In other parts of the world, governments have been advancing energy codes to reduce their nations’ overall energy use.

Designers and architects can explore methods to lower carbon emissions through both the embodied and operational carbon avenues. Often, they will organically dovetail together.

Embodied Carbon

Embodied carbon is often considered from the following perspectives, depending on the life cycle stages in question: cradle-to-gate, cradle-to-grave, and cradle-to-cradle.

From a cradle-to-gate perspective, embodied carbon refers to the carbon dioxide equivalent associated with the extraction, processing, transport, and manufacturing of a product, product family, or service.

The cradle-to-grave framework in the building industry includes everything in the cradle-to-gate time frame plus construction, maintenance, repair, and end-of-life stages.

The cradle-to-cradle perspective expands the concept of the cradle-to-grave framework to include options for material reuse and recycling.

Operational Carbon

Operational carbon refers to the amount of carbon emitted while a building is in use through day-to-day activities like lighting and operating its HVAC system—heating, venting and air conditioning–as well as the daily activities of occupants in the building.

An energy grid that relies on renewable sources rather than traditional coal or natural gas power generation can help reduce the impact of operational carbon output. Over the last several decades, new and innovative design techniques along with technology advancements have helped buildings become more energy efficient.

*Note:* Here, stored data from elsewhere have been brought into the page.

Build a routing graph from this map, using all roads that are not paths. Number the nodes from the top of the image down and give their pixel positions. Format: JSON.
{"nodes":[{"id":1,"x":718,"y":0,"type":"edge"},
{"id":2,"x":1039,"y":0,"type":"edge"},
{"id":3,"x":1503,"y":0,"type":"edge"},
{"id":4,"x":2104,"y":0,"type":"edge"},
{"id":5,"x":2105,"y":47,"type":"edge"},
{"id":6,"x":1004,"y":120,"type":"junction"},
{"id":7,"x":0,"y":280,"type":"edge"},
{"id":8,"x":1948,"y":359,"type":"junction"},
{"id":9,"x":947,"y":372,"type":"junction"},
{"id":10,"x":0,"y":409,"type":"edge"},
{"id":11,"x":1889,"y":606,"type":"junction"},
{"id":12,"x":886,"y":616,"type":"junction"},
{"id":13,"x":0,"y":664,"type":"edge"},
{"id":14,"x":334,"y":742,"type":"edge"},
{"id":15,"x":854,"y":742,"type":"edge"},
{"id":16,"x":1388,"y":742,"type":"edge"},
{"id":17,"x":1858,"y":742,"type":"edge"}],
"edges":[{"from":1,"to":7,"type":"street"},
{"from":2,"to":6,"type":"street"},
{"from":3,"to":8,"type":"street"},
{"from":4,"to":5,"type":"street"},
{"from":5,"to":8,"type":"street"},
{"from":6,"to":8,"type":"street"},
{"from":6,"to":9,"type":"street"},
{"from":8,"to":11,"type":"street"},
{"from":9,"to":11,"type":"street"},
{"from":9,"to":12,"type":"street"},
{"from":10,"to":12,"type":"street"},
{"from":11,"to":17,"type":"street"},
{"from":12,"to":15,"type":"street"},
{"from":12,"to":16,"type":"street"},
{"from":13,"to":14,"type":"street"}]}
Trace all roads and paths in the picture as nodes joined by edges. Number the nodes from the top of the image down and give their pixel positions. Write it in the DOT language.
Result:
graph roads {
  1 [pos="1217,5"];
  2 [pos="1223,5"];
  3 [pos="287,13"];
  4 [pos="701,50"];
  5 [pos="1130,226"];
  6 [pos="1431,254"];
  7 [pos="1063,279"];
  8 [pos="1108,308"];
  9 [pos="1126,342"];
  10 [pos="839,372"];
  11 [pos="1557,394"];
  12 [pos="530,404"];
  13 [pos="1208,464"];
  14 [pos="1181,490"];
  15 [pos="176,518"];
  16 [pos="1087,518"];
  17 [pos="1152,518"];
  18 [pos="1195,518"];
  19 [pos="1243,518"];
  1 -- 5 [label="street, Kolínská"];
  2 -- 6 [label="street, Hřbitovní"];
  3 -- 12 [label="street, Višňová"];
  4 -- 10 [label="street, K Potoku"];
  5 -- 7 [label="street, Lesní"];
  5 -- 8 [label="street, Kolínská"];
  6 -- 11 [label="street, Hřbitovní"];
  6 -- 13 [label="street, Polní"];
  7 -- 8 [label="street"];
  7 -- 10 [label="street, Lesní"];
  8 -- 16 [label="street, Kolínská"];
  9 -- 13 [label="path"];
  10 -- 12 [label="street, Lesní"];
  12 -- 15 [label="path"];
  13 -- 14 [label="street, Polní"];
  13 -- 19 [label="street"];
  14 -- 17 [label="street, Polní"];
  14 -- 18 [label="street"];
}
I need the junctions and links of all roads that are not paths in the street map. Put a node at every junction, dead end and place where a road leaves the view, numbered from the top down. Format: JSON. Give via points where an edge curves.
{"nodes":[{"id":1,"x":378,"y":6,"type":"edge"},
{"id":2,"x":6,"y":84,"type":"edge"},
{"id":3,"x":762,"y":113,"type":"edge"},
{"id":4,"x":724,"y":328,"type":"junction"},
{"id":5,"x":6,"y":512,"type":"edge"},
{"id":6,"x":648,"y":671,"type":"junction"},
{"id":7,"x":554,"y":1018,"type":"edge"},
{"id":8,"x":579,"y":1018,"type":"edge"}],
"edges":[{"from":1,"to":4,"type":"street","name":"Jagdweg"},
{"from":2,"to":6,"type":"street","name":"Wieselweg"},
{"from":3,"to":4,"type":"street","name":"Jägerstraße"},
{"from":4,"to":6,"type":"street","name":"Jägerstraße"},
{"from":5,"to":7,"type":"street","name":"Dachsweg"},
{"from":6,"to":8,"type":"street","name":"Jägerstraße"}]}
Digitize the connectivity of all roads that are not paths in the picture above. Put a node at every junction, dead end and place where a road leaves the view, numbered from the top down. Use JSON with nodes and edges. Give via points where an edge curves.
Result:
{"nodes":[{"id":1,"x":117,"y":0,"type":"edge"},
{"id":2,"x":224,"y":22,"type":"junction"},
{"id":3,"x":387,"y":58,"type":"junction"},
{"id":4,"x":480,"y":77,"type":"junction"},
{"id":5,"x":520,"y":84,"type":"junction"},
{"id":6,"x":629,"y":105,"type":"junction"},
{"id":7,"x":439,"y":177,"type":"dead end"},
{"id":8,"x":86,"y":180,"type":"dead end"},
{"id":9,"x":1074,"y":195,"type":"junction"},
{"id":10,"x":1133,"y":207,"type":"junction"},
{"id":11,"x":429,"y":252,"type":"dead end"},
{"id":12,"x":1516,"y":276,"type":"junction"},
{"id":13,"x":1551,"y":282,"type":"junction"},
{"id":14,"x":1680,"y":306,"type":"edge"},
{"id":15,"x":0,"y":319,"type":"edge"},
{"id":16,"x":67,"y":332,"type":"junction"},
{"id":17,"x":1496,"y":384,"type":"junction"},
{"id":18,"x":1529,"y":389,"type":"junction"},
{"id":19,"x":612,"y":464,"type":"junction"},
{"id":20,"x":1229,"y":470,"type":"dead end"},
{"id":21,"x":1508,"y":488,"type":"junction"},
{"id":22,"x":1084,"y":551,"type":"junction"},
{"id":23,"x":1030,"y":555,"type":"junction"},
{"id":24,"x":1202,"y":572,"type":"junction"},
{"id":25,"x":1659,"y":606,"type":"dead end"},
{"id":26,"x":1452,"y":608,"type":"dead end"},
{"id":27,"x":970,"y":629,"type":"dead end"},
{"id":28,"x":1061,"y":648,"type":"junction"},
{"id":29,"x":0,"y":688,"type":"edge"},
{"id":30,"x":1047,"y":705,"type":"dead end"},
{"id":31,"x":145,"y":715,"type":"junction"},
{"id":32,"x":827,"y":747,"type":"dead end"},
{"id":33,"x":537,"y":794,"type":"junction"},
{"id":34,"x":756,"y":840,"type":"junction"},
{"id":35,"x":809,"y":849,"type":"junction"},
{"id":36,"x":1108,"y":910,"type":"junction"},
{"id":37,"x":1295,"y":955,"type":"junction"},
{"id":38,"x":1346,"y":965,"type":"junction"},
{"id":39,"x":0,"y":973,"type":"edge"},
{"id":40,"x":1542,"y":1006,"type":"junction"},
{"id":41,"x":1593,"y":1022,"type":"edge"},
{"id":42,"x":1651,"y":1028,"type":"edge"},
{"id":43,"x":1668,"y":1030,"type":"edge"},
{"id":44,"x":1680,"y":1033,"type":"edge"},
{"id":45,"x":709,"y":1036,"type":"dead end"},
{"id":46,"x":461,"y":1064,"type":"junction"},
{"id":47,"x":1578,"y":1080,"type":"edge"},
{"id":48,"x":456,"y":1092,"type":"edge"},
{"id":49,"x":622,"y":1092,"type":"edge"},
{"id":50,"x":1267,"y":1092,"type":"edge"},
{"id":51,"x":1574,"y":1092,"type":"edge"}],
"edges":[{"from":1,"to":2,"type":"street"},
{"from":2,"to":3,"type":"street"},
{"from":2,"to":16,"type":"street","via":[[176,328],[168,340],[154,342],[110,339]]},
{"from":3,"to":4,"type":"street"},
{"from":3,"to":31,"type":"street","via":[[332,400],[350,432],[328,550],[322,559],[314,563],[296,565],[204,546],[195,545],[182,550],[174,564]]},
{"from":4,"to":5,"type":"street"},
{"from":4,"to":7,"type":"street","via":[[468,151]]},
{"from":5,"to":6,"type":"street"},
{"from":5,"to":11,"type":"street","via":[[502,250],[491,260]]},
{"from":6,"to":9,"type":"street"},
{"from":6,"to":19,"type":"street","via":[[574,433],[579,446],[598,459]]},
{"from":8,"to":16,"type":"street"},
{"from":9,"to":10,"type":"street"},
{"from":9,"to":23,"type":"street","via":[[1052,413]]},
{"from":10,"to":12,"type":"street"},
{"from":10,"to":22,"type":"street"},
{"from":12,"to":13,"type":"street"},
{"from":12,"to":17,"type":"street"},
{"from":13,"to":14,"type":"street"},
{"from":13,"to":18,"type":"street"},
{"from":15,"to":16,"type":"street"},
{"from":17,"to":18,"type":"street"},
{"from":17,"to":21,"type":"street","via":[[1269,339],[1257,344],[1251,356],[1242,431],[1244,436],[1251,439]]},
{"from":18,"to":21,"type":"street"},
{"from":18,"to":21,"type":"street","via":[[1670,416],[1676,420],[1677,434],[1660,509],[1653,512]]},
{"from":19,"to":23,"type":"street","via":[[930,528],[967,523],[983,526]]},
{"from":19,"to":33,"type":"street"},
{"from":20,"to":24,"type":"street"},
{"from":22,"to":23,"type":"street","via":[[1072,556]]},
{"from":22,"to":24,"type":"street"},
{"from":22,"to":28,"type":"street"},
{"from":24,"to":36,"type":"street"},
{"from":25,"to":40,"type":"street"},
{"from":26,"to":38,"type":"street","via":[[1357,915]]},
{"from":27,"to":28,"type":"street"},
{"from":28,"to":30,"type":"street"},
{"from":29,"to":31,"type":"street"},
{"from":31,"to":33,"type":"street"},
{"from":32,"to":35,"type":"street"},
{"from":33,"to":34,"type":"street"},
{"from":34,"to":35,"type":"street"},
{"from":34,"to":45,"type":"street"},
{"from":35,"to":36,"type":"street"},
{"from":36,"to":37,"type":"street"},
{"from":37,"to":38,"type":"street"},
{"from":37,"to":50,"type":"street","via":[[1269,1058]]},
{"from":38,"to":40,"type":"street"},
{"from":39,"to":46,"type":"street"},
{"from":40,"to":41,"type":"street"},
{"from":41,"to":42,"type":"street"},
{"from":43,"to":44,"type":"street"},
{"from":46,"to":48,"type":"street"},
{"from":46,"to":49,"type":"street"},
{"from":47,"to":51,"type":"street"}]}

Buildings are using less energy overall and, in many areas, the grids supplying the energy have a higher percentage of renewable sources (e.g. solar panels and wind turbines), which contributes to the reduction of the carbon emissions associated with energy generation.

Photo by Robert Benson Photography; courtesy of Guardian Glass

Science 1 Research Center is a three-story, high-intensity academic research building dedicated to the interdisciplinary fields of material science and engineering at the University of Connecticut in Storrs, Conn. High-performance, low-E coated glass helped the project achieve LEED Gold status.

Photo by Casey McNamara; courtesy of Guardian Glass

Designed as a Net-Zero-Energy Building, the Massachusetts Department of Transportation building in Worcester, Mass. incorporates glass extensively into the exterior to allow ample natural daylighting and a modern design.

Life-Cycle Assessments of Buildings

As the name suggests, a Life-Cycle Assessment (LCA) is a way to understand the environmental attributes of a product, product family, service or even building by breaking down attributes by life stages: resources used, processing, manufacturing, distribution, the use of the completed building, and the end-of-life management.

When looking at an LCA for a building, the first stage is materials. This involves assessing the sources and quantities of the materials used in a project and how they are made, following that process from the mine to the construction site.

Next is the building process. For example, how much carbon does the construction process release into the atmosphere? This involves looking at the inputs and outputs of the construction process: energy used, waste produced, and emissions released during the building phase.

The next phase of the life cycle is the use of the completed building. This phase includes use of energy for heating and cooling, for systems like HVAC, for lighting the building, and any other day-to-day operations, as well as maintenance.

The final phase is a building’s end of life stage. What happens once the building is no longer being used? Will it be demolished? Can parts of it be recycled or reused?

The goal of an LCA is to help builders and designers understand the environmental attributes of their projects, and minimize them where possible and feasible, by the design choices made (materials, sourcing, quantities, transportation). LCAs can help you verify you’re moving towards your project or company’s environmental target. While making the LCA of a whole building needs specific knowledge and can bring complexity, collecting and reviewing independent third-party verified EPDs of the main materials selected can point you in the right direction to evaluate the embodied and operational carbon of a building.